### What the task requires
In the data below, count every line that holds the string "Маршала" and reply with the number alone.

BEGIN Provided material

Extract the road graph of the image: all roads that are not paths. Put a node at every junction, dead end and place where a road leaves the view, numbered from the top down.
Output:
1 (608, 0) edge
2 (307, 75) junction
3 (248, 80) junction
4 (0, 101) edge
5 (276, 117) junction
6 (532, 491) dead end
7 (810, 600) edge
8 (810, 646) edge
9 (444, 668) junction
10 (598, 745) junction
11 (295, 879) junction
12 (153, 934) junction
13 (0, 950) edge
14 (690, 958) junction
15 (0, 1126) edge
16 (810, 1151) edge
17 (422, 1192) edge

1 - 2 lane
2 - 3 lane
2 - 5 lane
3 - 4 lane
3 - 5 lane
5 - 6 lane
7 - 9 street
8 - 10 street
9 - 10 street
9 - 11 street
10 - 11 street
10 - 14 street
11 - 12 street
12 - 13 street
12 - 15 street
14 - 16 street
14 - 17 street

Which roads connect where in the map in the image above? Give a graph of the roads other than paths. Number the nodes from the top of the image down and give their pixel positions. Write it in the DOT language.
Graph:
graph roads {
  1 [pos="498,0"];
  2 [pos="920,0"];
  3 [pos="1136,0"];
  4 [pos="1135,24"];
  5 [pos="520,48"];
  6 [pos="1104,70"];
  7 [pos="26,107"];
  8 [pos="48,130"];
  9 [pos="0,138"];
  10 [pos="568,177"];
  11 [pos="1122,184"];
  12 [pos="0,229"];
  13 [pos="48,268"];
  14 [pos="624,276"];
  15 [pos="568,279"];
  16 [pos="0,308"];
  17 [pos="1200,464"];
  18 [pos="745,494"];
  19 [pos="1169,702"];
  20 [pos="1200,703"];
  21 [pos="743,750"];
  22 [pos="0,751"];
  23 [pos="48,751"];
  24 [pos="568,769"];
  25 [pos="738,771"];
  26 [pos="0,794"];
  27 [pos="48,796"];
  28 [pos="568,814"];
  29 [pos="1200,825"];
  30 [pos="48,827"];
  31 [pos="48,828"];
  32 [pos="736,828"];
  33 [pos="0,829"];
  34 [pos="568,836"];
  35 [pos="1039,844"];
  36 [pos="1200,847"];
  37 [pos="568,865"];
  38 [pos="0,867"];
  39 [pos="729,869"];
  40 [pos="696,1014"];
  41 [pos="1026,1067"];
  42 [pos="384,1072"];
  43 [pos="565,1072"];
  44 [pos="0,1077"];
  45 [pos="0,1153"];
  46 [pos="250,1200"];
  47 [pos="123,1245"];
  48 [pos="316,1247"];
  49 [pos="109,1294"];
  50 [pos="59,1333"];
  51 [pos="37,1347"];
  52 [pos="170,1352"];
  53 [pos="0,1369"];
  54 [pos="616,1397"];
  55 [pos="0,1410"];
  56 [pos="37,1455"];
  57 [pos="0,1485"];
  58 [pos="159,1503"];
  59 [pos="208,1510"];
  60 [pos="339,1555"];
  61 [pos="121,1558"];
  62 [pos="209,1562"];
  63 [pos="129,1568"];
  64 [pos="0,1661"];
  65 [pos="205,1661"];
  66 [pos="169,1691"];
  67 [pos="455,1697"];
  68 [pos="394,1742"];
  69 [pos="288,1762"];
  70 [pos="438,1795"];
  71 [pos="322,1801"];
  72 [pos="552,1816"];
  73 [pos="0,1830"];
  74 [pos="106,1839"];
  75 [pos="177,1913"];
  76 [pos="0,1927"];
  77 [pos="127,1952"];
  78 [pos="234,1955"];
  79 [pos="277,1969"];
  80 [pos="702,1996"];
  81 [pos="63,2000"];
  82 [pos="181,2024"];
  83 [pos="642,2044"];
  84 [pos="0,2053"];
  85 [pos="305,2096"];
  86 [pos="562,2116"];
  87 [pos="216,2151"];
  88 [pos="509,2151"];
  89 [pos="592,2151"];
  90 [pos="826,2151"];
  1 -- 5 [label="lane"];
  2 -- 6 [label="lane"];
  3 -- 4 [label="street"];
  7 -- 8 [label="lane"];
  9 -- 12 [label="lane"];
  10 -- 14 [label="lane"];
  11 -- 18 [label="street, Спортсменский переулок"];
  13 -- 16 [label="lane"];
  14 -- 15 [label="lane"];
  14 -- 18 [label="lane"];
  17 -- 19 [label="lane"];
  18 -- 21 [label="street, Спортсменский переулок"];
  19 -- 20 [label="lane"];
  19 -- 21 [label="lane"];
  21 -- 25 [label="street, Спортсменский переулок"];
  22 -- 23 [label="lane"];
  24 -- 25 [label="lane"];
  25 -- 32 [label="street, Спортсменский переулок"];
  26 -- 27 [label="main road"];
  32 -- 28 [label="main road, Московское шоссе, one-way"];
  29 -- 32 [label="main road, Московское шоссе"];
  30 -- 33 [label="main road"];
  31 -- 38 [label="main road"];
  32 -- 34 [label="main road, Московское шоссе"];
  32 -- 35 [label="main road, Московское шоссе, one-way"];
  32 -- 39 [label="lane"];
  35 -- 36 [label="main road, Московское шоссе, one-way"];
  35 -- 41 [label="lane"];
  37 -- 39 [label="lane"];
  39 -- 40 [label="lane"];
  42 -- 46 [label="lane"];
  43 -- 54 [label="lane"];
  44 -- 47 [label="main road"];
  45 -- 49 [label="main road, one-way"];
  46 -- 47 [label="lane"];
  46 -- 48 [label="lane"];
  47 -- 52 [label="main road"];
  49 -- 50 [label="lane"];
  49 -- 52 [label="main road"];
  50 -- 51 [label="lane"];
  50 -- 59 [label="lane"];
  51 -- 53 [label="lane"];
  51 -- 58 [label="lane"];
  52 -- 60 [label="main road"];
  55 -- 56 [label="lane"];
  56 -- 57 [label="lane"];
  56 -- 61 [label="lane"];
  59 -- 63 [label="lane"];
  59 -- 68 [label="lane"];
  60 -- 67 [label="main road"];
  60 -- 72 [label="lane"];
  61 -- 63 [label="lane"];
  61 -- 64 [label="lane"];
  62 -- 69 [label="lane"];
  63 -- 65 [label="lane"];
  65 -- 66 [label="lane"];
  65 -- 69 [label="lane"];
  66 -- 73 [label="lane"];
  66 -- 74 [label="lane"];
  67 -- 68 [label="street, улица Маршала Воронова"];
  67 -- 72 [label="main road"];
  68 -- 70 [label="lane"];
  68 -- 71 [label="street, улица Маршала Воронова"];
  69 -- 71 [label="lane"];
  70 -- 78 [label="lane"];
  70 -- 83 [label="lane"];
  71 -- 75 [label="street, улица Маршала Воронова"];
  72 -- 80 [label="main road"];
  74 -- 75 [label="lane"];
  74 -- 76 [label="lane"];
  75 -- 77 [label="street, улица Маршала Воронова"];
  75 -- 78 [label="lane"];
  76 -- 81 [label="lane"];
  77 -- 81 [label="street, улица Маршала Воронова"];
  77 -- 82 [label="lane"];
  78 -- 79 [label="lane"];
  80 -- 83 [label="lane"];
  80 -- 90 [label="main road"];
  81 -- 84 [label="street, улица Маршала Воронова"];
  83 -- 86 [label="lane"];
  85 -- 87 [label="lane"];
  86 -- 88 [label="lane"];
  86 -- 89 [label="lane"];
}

END Provided material

### Answer area
6